**Task instructions:** For each line below, check for "Impasse"; give only the total of lines where it occurs.
** Opening Provided entries block **
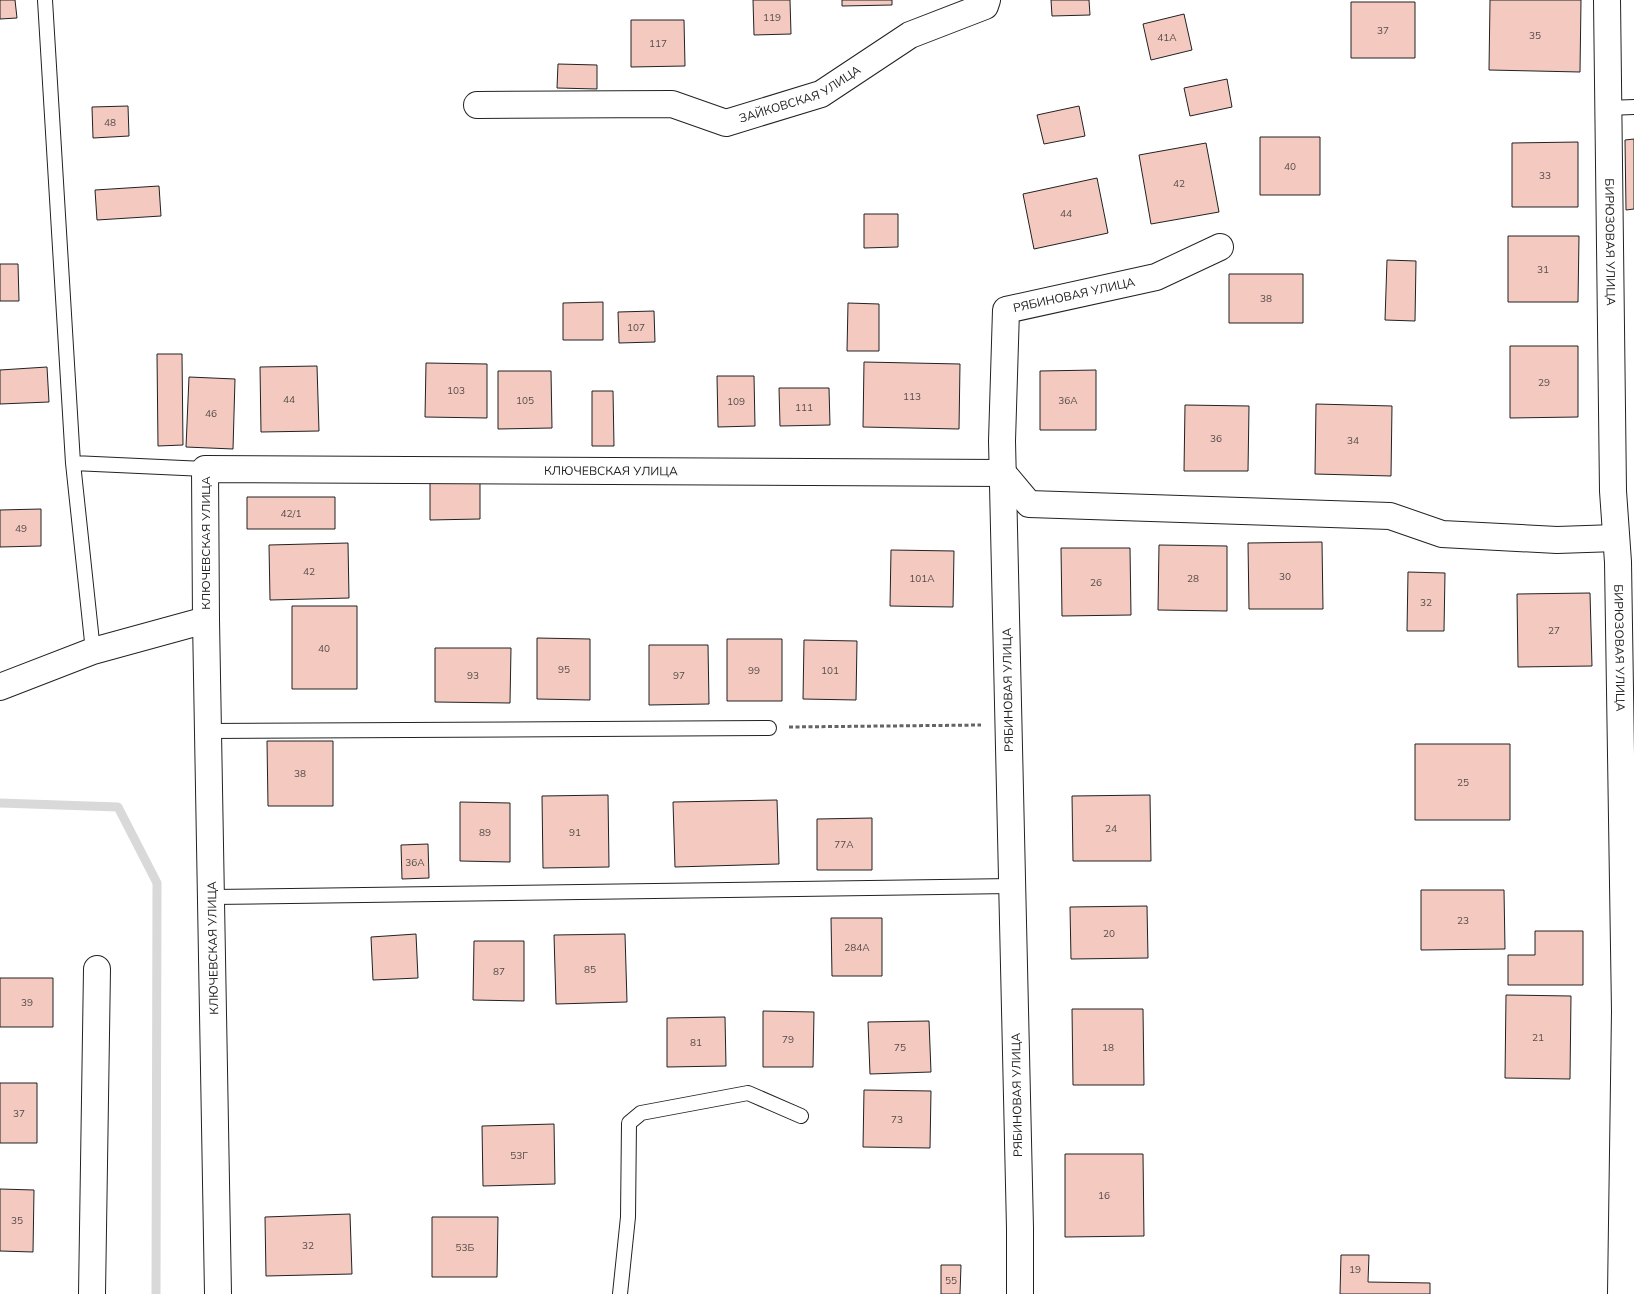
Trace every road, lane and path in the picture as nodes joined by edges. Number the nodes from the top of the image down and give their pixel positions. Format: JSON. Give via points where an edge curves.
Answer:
{"nodes":[{"id":1,"x":45,"y":0,"type":"edge"},
{"id":2,"x":987,"y":0,"type":"edge"},
{"id":3,"x":1607,"y":0,"type":"edge"},
{"id":4,"x":477,"y":105,"type":"dead end"},
{"id":5,"x":1634,"y":107,"type":"edge"},
{"id":6,"x":1607,"y":108,"type":"junction"},
{"id":7,"x":1220,"y":247,"type":"dead end"},
{"id":8,"x":73,"y":463,"type":"junction"},
{"id":9,"x":205,"y":468,"type":"junction"},
{"id":10,"x":1003,"y":473,"type":"junction"},
{"id":11,"x":1623,"y":554,"type":"edge"},
{"id":12,"x":206,"y":620,"type":"junction"},
{"id":13,"x":93,"y":651,"type":"junction"},
{"id":14,"x":0,"y":687,"type":"edge"},
{"id":15,"x":1009,"y":724,"type":"junction"},
{"id":16,"x":769,"y":728,"type":"joint"},
{"id":17,"x":208,"y":731,"type":"junction"},
{"id":18,"x":1012,"y":886,"type":"junction"},
{"id":19,"x":212,"y":897,"type":"junction"},
{"id":20,"x":96,"y":969,"type":"dead end"},
{"id":21,"x":1630,"y":1011,"type":"edge"},
{"id":22,"x":801,"y":1116,"type":"dead end"},
{"id":23,"x":92,"y":1294,"type":"edge"},
{"id":24,"x":218,"y":1294,"type":"edge"},
{"id":25,"x":620,"y":1294,"type":"edge"},
{"id":26,"x":1020,"y":1294,"type":"edge"},
{"id":27,"x":1621,"y":1294,"type":"edge"}],
"edges":[{"from":1,"to":8,"type":"lane"},
{"from":2,"to":4,"type":"street","name":"ЗАЙКОВСКАЯ УЛИЦА","via":[[985,6],[910,35],[821,94],[726,123],[672,104]]},
{"from":3,"to":6,"type":"street","name":"БИРЮЗОВАЯ УЛИЦА"},
{"from":5,"to":6,"type":"lane"},
{"from":6,"to":11,"type":"street","name":"БИРЮЗОВАЯ УЛИЦА","via":[[1613,490]]},
{"from":7,"to":10,"type":"street","name":"РЯБИНОВАЯ УЛИЦА","via":[[1156,277],[1006,310]]},
{"from":8,"to":9,"type":"lane"},
{"from":8,"to":13,"type":"lane"},
{"from":9,"to":10,"type":"street","name":"КЛЮЧЕВСКАЯ УЛИЦА"},
{"from":9,"to":12,"type":"street","name":"КЛЮЧЕВСКАЯ УЛИЦА"},
{"from":10,"to":11,"type":"street","via":[[1030,504],[1390,516],[1442,534],[1556,540]]},
{"from":10,"to":15,"type":"street","name":"РЯБИНОВАЯ УЛИЦА"},
{"from":11,"to":21,"type":"street","name":"БИРЮЗОВАЯ УЛИЦА"},
{"from":12,"to":13,"type":"street"},
{"from":12,"to":17,"type":"street","name":"КЛЮЧЕВСКАЯ УЛИЦА"},
{"from":13,"to":14,"type":"street"},
{"from":15,"to":16,"type":"path"},
{"from":15,"to":18,"type":"street","name":"РЯБИНОВАЯ УЛИЦА"},
{"from":16,"to":17,"type":"lane"},
{"from":17,"to":19,"type":"street","name":"КЛЮЧЕВСКАЯ УЛИЦА"},
{"from":18,"to":19,"type":"lane"},
{"from":18,"to":26,"type":"street","name":"РЯБИНОВАЯ УЛИЦА"},
{"from":19,"to":24,"type":"street","name":"КЛЮЧЕВСКАЯ УЛИЦА"},
{"from":20,"to":23,"type":"street"},
{"from":21,"to":27,"type":"street","name":"БИРЮЗОВАЯ УЛИЦА"},
{"from":22,"to":25,"type":"lane","via":[[748,1093],[641,1113],[628,1123],[628,1217]]}]}
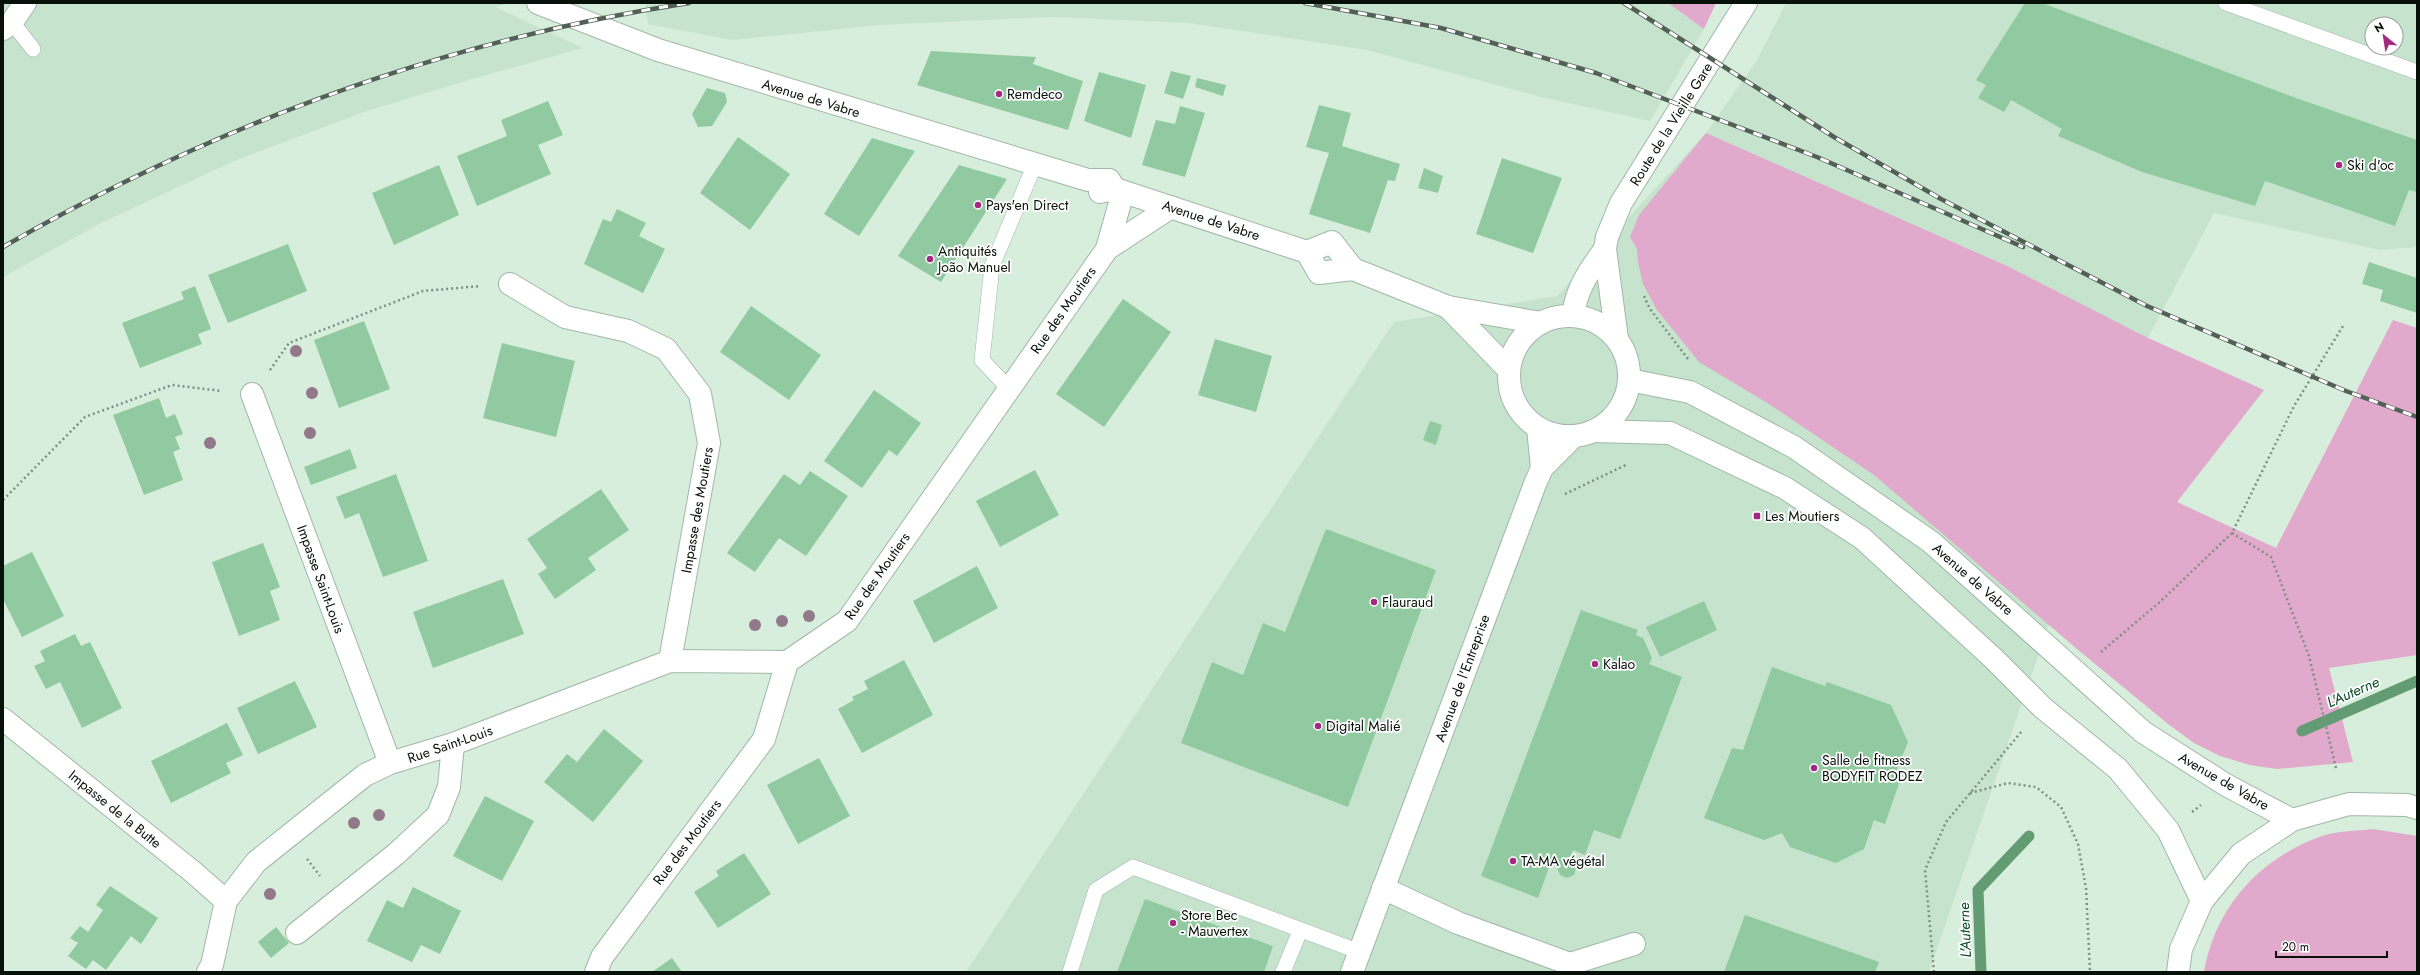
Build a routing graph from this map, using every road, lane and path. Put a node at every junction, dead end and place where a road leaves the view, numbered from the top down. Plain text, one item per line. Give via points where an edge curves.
1 (25, 3) edge
2 (538, 3) edge
3 (1746, 3) edge
4 (2226, 3) edge
5 (7, 26) edge
6 (33, 49) dead end
7 (2417, 72) edge
8 (1035, 164) junction
9 (1119, 190) junction
10 (1171, 207) junction
11 (1107, 249) junction
12 (1605, 249) junction
13 (510, 284) dead end
14 (1644, 295) dead end
15 (1448, 307) junction
16 (1573, 316) junction
17 (1541, 323) junction
18 (2343, 326) dead end
19 (1617, 339) junction
20 (1689, 361) dead end
21 (1509, 370) junction
22 (1629, 380) junction
23 (1008, 388) junction
24 (252, 394) dead end
25 (1538, 428) junction
26 (1583, 434) junction
27 (1635, 461) dead end
28 (1542, 468) junction
29 (1565, 494) dead end
30 (2232, 533) junction
31 (670, 661) junction
32 (787, 662) junction
33 (2078, 672) junction
34 (2043, 708) junction
35 (3, 719) edge
36 (453, 744) junction
37 (390, 763) junction
38 (2336, 768) dead end
39 (2226, 785) junction
40 (1969, 793) junction
41 (2417, 808) edge
42 (2292, 820) junction
43 (2168, 830) junction
44 (310, 863) dead end
45 (315, 870) dead end
46 (1383, 888) junction
47 (2202, 901) junction
48 (226, 902) junction
49 (1300, 931) junction
50 (297, 933) dead end
51 (1634, 944) dead end
52 (1356, 962) edge
53 (208, 972) edge
54 (596, 972) edge
55 (1070, 972) edge
56 (1283, 972) edge
57 (1934, 972) edge
58 (2090, 972) edge
59 (2178, 972) edge

1 - 5 street
2 - 8 street, Avenue de Vabre via 658,50
3 - 12 street, Route de la Vieille Gare via 1621,203 1607,237
4 - 7 lane
5 - 6 lane
8 - 9 street, Avenue de Vabre via 1088,180 1098,192
8 - 23 lane via 992,266 982,360
9 - 10 street, Avenue de Vabre
9 - 11 street, Rue des Moutiers
10 - 11 street, Rue des Moutiers
10 - 15 street, Avenue de Vabre via 1307,252 1319,273 1353,269
11 - 23 street, Rue des Moutiers
12 - 16 street, Route de la Vieille Gare via 1583,281 1575,298
12 - 19 street, Route de la Vieille Gare
13 - 31 street, Impasse des Moutiers via 565,317 628,331 666,349 700,394 709,443
14 - 20 path via 1650,309
15 - 17 street, Avenue de Vabre
15 - 21 street, Avenue de Vabre
16 - 17 street via 1556,317
16 - 19 street via 1605,327
17 - 21 street via 1525,335 1514,351
18 - 30 path via 2294,406
19 - 22 street via 1628,365
21 - 25 street via 1509,387 1515,403 1524,417
22 - 26 street via 1626,396 1618,411 1607,423
22 - 33 street, Avenue de Vabre via 1690,392 1794,447 1932,542
23 - 32 street, Rue des Moutiers via 847,621
24 - 37 street, Impasse Saint-Louis
25 - 26 street via 1555,435
25 - 28 street, Avenue de l'Entreprise
26 - 28 street, Avenue de l'Entreprise
26 - 34 street via 1670,433 1785,488 1862,538 1994,659
27 - 29 path
28 - 46 street, Avenue de l'Entreprise via 1514,536
30 - 33 path via 2161,601
30 - 38 path via 2271,558 2310,656
31 - 32 street, Rue Saint-Louis
31 - 36 street, Rue Saint-Louis
32 - 54 street, Rue des Moutiers via 764,739 602,957
33 - 39 street, Avenue de Vabre via 2143,732
34 - 40 path
34 - 43 street via 2118,769
35 - 48 street, Impasse de la Butte via 193,872
36 - 37 street, Rue Saint-Louis
36 - 50 street via 449,787 438,816 396,854
37 - 48 street, Rue Saint-Louis via 365,775 256,862
39 - 42 street, Avenue de Vabre
39 - 43 path
40 - 57 path via 1946,822 1925,870
40 - 58 path via 2008,783 2036,787 2061,807 2078,844 2083,873
41 - 42 street via 2407,805 2349,804
42 - 47 street via 2241,854
43 - 47 street
44 - 45 path
46 - 51 street via 1458,923 1570,964
46 - 52 street, Avenue de l'Entreprise
47 - 59 street via 2181,949
48 - 53 street, Rue Saint-Louis via 212,965
49 - 52 lane
49 - 55 lane via 1133,867 1096,890
49 - 56 lane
** Closing Provided entries block **
**Output of the exercise:** 3